The primary objective of the operation is the decompression of the spinal canal and/or foramina. The annulus is incised and removed with a pituitary rongeur or curette. The disc can be removed with curettes or a high speed drill (Fig. 154-2). Good lateral exposure is necessary for the implant, and the dissection is continued laterally until the upslope of the uncovertebral joints on either side is identified. Further lateral dissection or drilling can damage the vertebral arteries. The uncovertebral joints must not be drilled to keep the segment stable after the insertion of the ProDisc-C implant.
FIGURE 154-2 The posterior longitudinal ligament is excised and posterior osteophytes are removed.
(Courtesy of Mr. A. Saxena.)
Connect the trial handle to the trial implant. Ensure that the stop is fully screwed, closest to the footprint. Align the trail implant on the midline and advance the trial implant under image intensifier into the disc space.
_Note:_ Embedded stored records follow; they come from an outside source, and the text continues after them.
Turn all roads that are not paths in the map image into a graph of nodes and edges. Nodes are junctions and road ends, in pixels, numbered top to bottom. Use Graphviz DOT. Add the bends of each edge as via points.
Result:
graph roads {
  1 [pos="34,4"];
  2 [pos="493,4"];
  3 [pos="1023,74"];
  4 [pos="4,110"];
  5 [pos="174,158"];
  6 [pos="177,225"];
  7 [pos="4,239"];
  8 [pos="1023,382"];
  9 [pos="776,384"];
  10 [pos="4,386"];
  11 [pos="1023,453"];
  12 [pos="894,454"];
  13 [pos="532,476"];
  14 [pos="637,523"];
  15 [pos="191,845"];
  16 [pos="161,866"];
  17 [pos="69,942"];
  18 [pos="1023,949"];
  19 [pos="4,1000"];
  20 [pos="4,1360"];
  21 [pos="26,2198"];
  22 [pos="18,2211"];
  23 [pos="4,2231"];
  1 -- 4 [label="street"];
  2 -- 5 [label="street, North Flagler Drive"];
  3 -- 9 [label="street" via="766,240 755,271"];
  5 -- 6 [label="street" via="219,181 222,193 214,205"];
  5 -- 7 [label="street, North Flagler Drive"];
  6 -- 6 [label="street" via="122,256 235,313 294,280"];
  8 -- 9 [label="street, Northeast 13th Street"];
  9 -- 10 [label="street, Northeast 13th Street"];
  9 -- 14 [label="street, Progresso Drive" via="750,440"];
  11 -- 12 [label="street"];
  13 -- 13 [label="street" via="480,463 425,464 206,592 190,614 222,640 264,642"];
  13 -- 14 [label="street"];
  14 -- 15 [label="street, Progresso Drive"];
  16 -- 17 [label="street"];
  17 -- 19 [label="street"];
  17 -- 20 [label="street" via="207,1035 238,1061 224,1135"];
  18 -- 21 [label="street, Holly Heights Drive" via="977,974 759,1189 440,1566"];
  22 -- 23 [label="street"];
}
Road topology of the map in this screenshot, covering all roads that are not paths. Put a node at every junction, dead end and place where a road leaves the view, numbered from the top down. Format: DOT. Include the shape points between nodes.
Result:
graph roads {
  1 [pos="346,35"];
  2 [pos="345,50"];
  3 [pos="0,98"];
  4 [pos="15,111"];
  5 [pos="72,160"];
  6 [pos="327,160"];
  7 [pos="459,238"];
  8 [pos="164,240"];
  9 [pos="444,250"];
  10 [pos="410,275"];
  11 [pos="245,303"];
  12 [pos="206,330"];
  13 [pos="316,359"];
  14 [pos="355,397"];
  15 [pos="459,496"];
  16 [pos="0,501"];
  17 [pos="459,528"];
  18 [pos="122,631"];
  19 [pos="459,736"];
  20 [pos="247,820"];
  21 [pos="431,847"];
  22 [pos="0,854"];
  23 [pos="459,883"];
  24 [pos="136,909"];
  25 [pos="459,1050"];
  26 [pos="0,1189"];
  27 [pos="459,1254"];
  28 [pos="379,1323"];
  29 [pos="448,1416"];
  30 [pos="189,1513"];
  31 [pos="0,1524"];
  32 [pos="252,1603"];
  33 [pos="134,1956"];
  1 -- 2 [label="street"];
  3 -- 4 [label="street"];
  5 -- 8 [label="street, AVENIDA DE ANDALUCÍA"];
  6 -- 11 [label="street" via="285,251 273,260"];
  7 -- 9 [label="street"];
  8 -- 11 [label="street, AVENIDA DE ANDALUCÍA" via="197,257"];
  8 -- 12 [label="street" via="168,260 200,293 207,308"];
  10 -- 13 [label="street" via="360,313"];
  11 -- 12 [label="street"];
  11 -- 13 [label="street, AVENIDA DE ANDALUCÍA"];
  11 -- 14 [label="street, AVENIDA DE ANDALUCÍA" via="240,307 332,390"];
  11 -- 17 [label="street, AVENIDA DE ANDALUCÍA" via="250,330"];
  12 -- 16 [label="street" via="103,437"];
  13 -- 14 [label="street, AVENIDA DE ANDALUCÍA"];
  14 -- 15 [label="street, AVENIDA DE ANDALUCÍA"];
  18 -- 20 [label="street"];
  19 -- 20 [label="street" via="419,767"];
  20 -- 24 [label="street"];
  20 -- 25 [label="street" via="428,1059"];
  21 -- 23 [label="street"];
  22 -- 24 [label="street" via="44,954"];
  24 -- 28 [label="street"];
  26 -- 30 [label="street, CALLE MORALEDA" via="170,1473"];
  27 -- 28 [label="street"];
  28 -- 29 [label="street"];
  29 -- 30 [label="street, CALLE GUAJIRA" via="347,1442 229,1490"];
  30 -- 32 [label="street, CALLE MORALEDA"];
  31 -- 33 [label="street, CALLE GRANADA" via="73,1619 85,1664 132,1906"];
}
Milling for Keel Cut Preparation
Choose the milling guide according to the height of the trial implant (Fig. 154-3). Slide the milling guide over the shaft of the trial implant and tighten the locking nut. Verify that the milling guide is centered on the midline. To ensure construct stability, place the sharp orientation pin through the superior hole in the milling guide and manually drive it into the bone under fluoroscopy control (Fig. 154-4).
FIGURE 154-3 The trial implant is inserted under x-ray control. The milling system is loaded onto the trial implant.